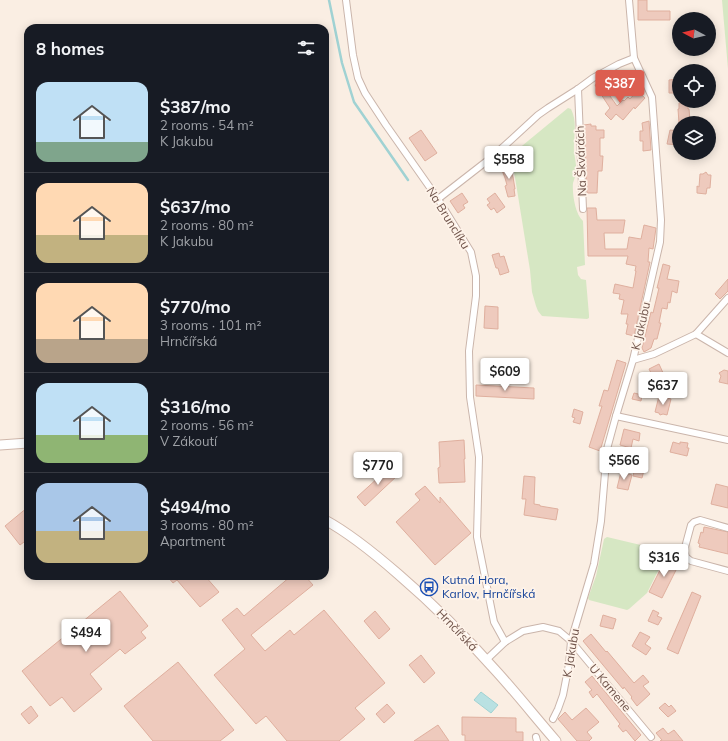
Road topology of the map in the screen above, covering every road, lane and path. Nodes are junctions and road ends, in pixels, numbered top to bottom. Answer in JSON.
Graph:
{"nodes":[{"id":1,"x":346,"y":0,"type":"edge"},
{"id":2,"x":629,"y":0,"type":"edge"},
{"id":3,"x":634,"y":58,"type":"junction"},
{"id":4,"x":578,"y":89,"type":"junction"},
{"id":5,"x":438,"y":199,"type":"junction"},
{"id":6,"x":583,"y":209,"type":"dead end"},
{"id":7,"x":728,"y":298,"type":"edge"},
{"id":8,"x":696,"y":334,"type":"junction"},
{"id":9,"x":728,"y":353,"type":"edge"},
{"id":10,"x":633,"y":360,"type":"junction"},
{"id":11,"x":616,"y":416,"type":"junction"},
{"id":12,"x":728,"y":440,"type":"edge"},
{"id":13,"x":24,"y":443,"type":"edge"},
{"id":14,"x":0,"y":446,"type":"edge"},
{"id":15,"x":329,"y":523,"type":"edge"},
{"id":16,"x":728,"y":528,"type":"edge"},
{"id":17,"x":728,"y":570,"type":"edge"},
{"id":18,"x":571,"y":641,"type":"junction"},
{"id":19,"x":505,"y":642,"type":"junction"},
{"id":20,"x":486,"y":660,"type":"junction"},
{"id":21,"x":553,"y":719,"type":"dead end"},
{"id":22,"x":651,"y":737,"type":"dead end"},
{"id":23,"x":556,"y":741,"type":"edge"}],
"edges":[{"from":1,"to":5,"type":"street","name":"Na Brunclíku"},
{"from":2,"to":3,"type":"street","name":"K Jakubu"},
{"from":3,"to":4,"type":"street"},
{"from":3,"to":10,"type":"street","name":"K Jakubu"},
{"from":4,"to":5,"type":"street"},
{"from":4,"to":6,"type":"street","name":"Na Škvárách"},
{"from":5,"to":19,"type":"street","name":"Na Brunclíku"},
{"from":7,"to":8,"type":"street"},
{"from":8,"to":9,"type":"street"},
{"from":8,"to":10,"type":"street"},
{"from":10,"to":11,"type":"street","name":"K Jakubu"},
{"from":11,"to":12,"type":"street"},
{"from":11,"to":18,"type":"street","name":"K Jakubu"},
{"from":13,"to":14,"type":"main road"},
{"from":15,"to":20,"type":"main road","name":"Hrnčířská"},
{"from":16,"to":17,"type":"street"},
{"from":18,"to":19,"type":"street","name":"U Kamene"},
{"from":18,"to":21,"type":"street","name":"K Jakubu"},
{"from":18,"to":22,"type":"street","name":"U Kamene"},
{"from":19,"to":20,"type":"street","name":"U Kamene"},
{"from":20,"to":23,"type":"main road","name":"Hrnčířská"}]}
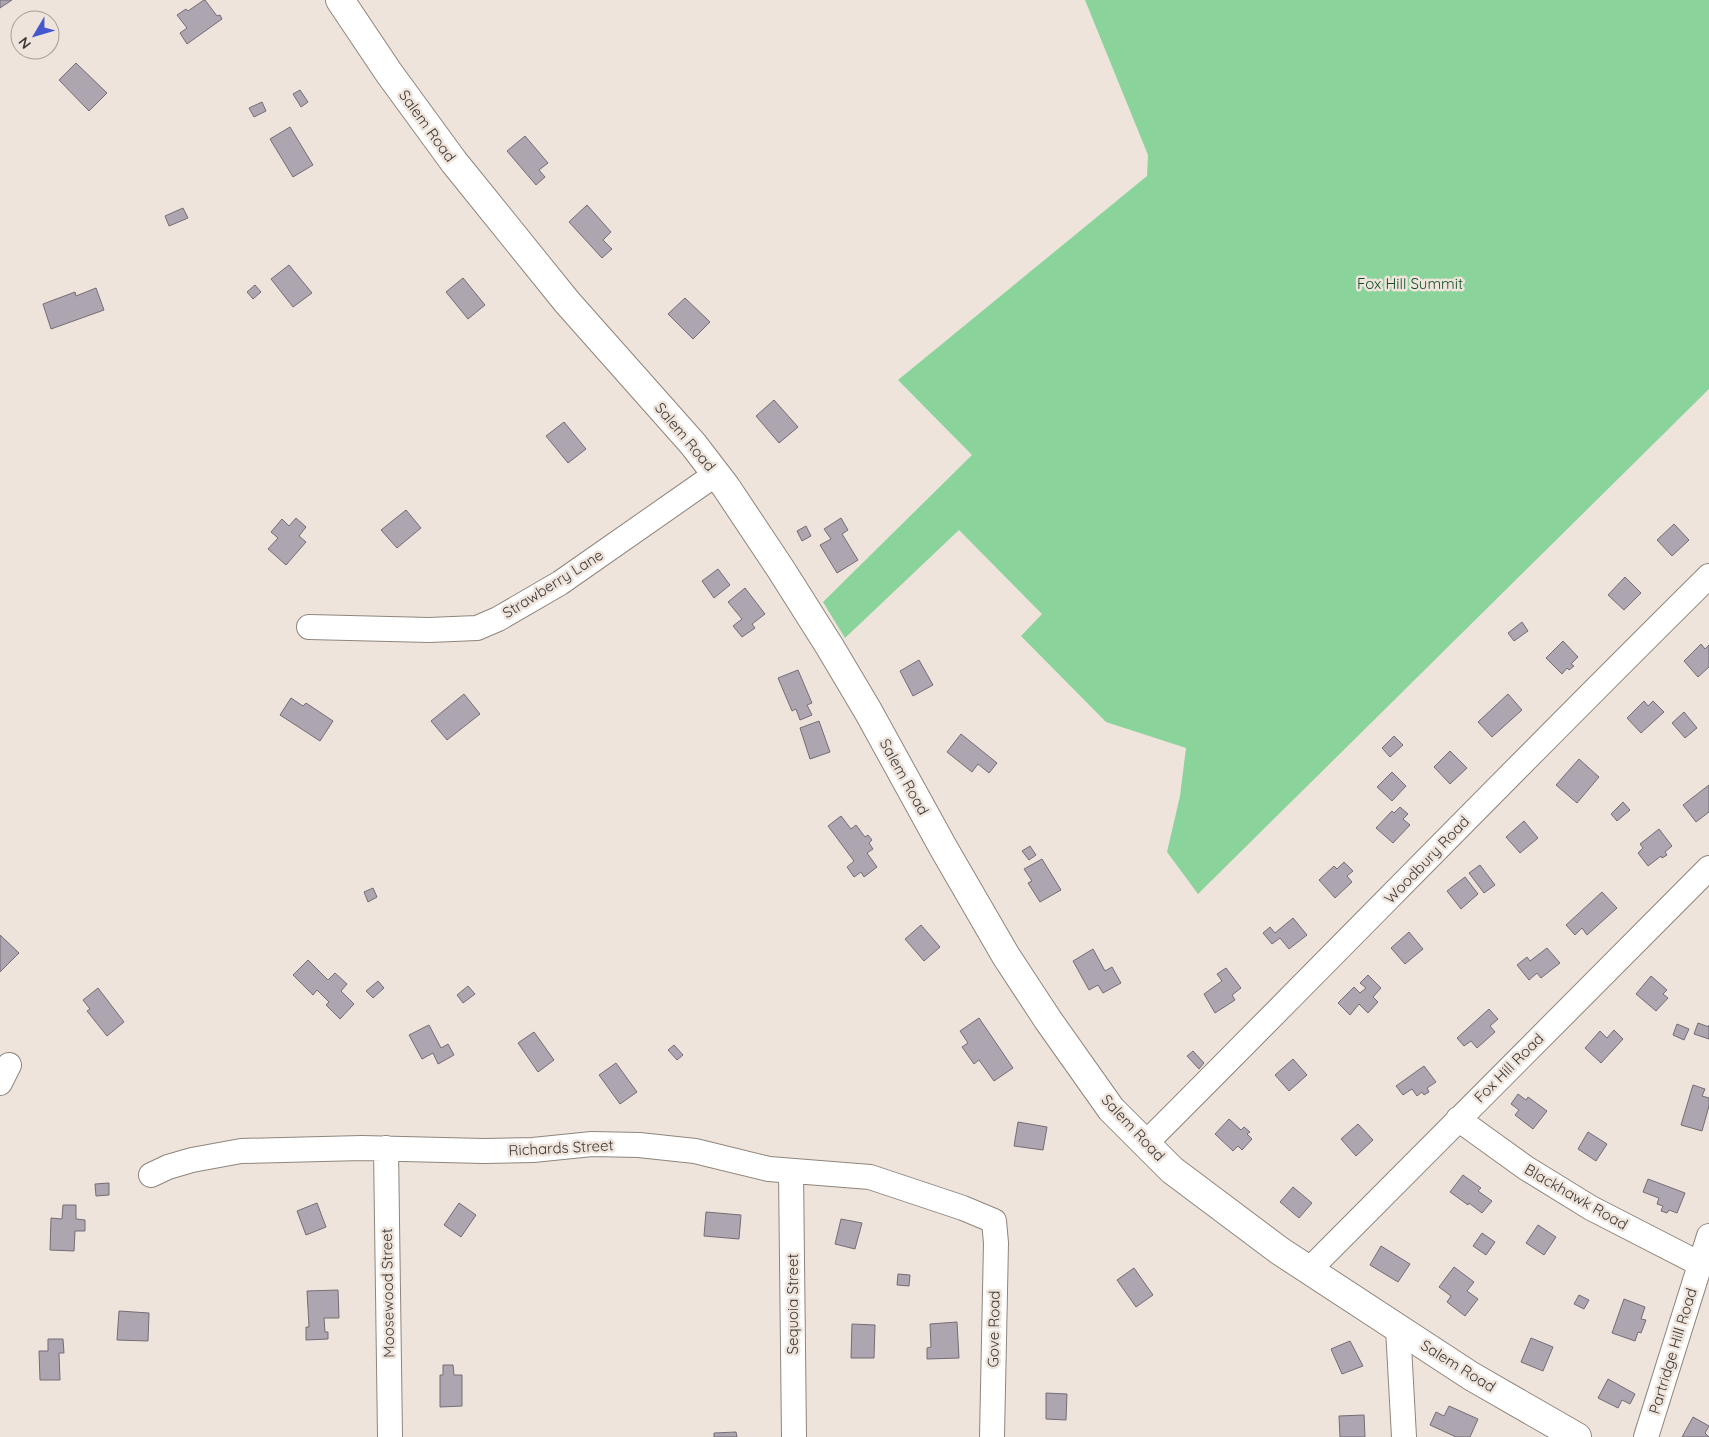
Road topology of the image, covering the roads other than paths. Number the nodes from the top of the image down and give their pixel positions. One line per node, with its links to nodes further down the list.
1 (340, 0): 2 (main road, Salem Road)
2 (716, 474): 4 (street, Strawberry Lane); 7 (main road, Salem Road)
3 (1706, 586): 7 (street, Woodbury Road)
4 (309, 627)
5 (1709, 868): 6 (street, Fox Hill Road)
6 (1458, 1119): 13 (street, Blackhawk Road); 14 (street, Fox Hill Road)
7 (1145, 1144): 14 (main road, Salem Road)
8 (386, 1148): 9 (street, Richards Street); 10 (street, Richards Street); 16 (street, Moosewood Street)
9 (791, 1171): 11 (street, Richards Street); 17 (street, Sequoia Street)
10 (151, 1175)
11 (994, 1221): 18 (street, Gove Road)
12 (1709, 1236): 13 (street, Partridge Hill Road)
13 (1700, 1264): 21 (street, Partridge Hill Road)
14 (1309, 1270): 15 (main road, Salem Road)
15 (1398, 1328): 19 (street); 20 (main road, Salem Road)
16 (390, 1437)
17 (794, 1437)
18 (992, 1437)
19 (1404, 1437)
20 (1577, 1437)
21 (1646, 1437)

### Work to be completed
List every line above that contains the word "Hrnčířská".

### Solution to this task
{"from":15,"to":20,"type":"main road","name":"Hrnčířská"},
{"from":20,"to":23,"type":"main road","name":"Hrnčířská"}]}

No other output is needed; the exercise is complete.